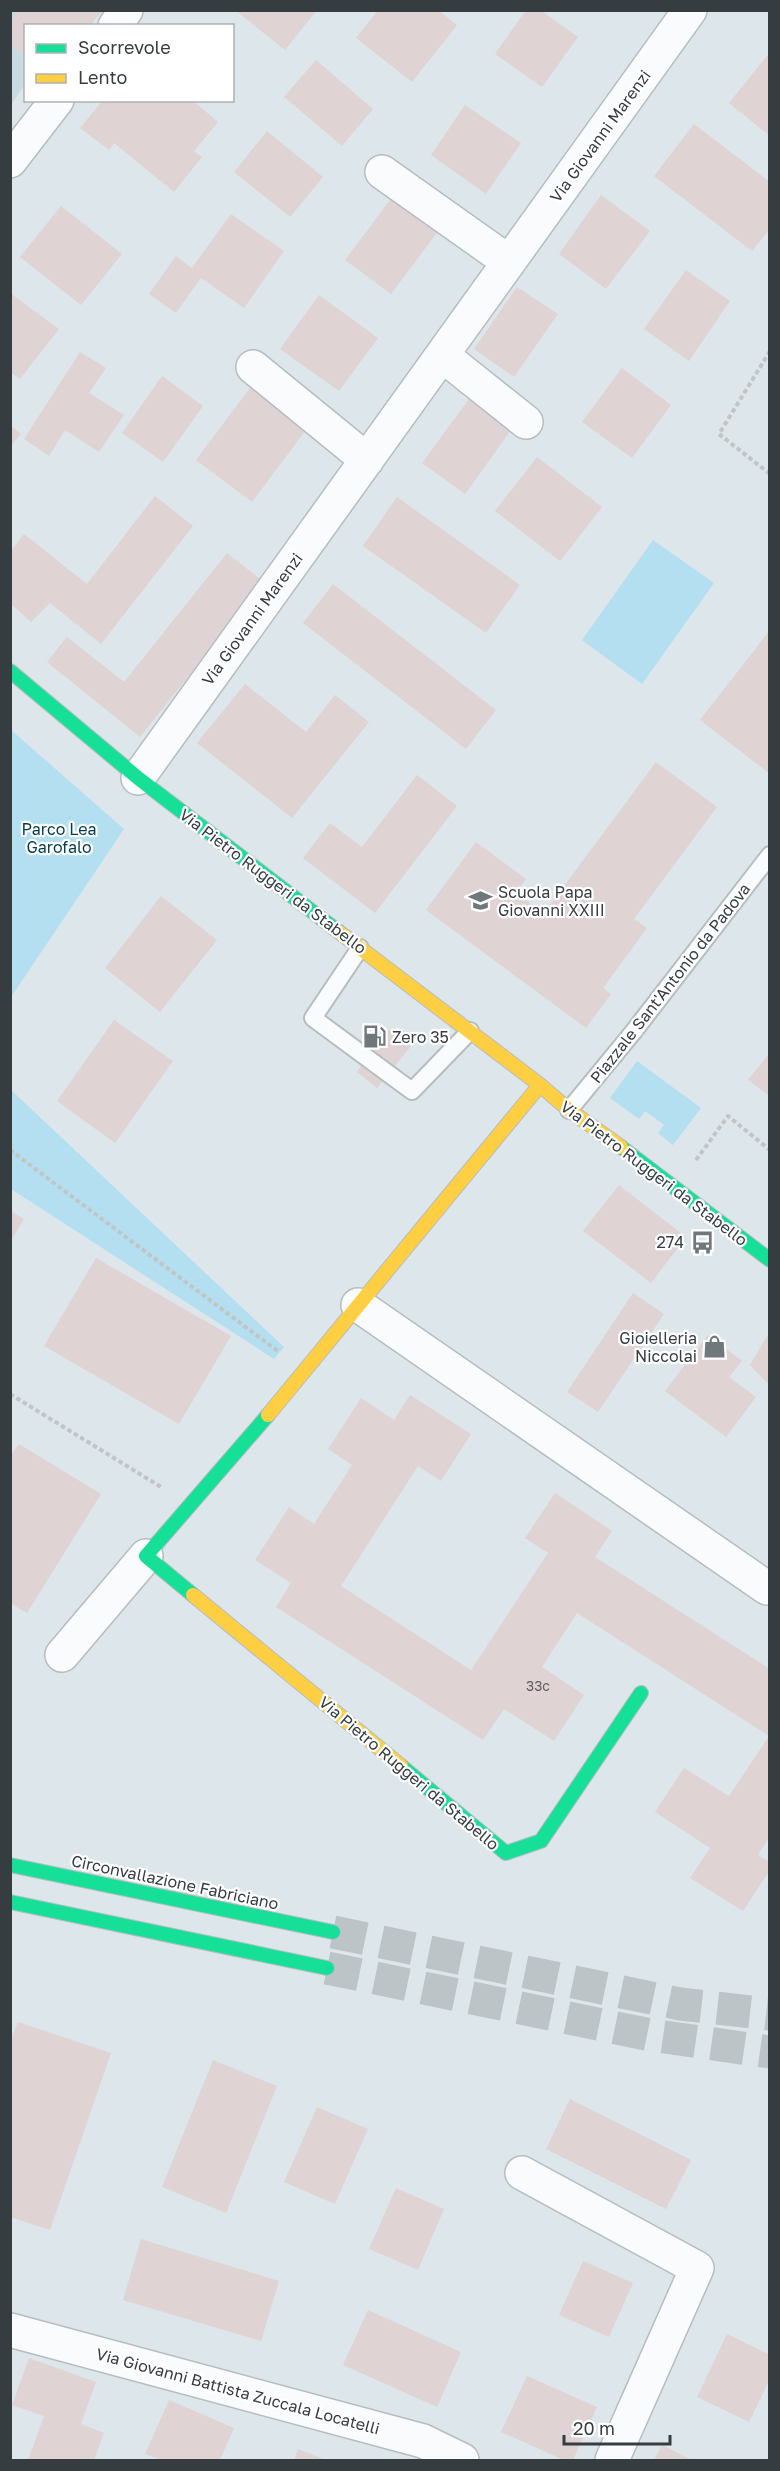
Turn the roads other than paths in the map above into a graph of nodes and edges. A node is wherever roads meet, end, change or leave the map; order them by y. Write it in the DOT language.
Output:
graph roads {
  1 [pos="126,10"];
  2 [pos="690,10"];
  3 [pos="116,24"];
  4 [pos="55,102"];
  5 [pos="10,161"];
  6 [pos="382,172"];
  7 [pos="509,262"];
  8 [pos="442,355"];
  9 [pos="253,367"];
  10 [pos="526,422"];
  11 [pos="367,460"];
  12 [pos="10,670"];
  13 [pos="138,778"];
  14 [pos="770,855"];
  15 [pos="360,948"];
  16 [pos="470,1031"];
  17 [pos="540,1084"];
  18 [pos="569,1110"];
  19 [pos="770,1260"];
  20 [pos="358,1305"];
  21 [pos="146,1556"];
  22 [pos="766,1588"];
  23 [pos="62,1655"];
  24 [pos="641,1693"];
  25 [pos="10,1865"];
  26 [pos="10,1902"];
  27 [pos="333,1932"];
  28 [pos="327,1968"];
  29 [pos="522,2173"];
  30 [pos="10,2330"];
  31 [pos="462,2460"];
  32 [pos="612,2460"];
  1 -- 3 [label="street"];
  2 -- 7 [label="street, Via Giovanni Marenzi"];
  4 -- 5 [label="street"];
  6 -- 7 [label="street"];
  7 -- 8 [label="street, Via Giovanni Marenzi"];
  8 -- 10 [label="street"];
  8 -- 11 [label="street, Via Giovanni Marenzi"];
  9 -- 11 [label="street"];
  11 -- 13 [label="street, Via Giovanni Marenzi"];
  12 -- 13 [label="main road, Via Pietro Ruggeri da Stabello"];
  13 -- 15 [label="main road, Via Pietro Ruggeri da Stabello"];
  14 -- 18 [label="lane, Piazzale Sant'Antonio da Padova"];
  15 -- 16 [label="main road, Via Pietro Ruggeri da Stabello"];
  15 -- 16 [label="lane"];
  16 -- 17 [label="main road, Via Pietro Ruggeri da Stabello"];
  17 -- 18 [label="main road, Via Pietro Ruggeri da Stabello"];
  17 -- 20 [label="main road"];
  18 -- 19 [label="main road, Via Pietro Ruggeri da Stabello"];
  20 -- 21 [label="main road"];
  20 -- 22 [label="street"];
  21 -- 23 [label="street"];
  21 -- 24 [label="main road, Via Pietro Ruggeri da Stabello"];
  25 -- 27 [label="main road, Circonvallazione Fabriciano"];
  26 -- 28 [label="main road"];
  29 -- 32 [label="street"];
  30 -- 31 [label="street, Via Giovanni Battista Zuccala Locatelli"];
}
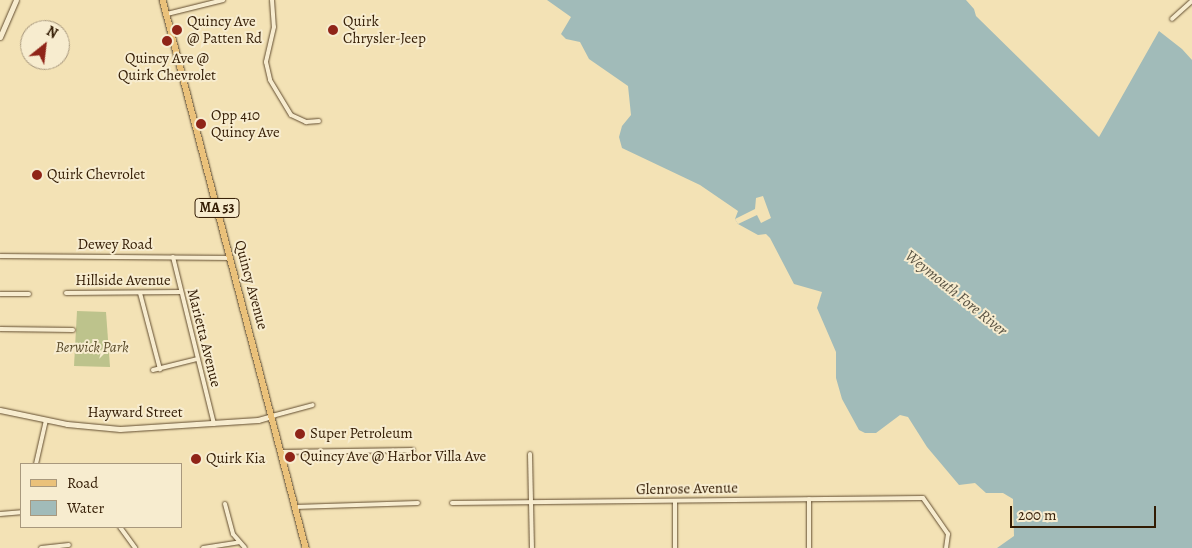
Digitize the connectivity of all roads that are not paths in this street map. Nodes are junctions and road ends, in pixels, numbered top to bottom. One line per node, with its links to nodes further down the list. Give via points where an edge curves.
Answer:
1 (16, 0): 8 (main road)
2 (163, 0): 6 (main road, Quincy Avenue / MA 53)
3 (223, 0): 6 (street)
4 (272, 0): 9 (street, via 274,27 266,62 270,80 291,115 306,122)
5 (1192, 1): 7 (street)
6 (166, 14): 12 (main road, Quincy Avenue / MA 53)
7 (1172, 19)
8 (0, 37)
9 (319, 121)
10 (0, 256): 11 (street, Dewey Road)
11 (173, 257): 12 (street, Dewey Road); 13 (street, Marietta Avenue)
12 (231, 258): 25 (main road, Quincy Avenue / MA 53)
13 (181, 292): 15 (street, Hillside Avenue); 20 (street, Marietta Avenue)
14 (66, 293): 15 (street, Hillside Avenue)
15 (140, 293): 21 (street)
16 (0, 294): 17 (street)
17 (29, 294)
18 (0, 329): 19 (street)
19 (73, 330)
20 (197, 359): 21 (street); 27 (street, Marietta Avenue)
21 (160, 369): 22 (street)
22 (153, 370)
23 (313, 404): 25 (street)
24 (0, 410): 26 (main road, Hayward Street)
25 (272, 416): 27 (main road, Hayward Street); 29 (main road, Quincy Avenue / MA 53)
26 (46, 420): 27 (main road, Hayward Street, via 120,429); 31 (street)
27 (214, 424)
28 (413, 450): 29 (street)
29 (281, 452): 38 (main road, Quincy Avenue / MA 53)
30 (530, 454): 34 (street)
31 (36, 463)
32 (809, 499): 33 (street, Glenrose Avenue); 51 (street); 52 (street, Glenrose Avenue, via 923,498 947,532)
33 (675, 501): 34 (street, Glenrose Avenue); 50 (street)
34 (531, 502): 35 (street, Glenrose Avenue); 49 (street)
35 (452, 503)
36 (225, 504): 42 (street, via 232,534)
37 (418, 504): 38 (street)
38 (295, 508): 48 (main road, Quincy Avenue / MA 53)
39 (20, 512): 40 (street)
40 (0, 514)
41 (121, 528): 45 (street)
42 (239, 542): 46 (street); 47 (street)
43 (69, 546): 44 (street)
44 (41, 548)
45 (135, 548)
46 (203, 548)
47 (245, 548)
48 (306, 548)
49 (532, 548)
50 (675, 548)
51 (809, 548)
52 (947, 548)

TASK TO COMPLETE
Match on "Marietta": copy every line in the records that has it.

SOLUTION
11 (173, 257): 12 (street, Dewey Road); 13 (street, Marietta Avenue)
13 (181, 292): 15 (street, Hillside Avenue); 20 (street, Marietta Avenue)
20 (197, 359): 21 (street); 27 (street, Marietta Avenue)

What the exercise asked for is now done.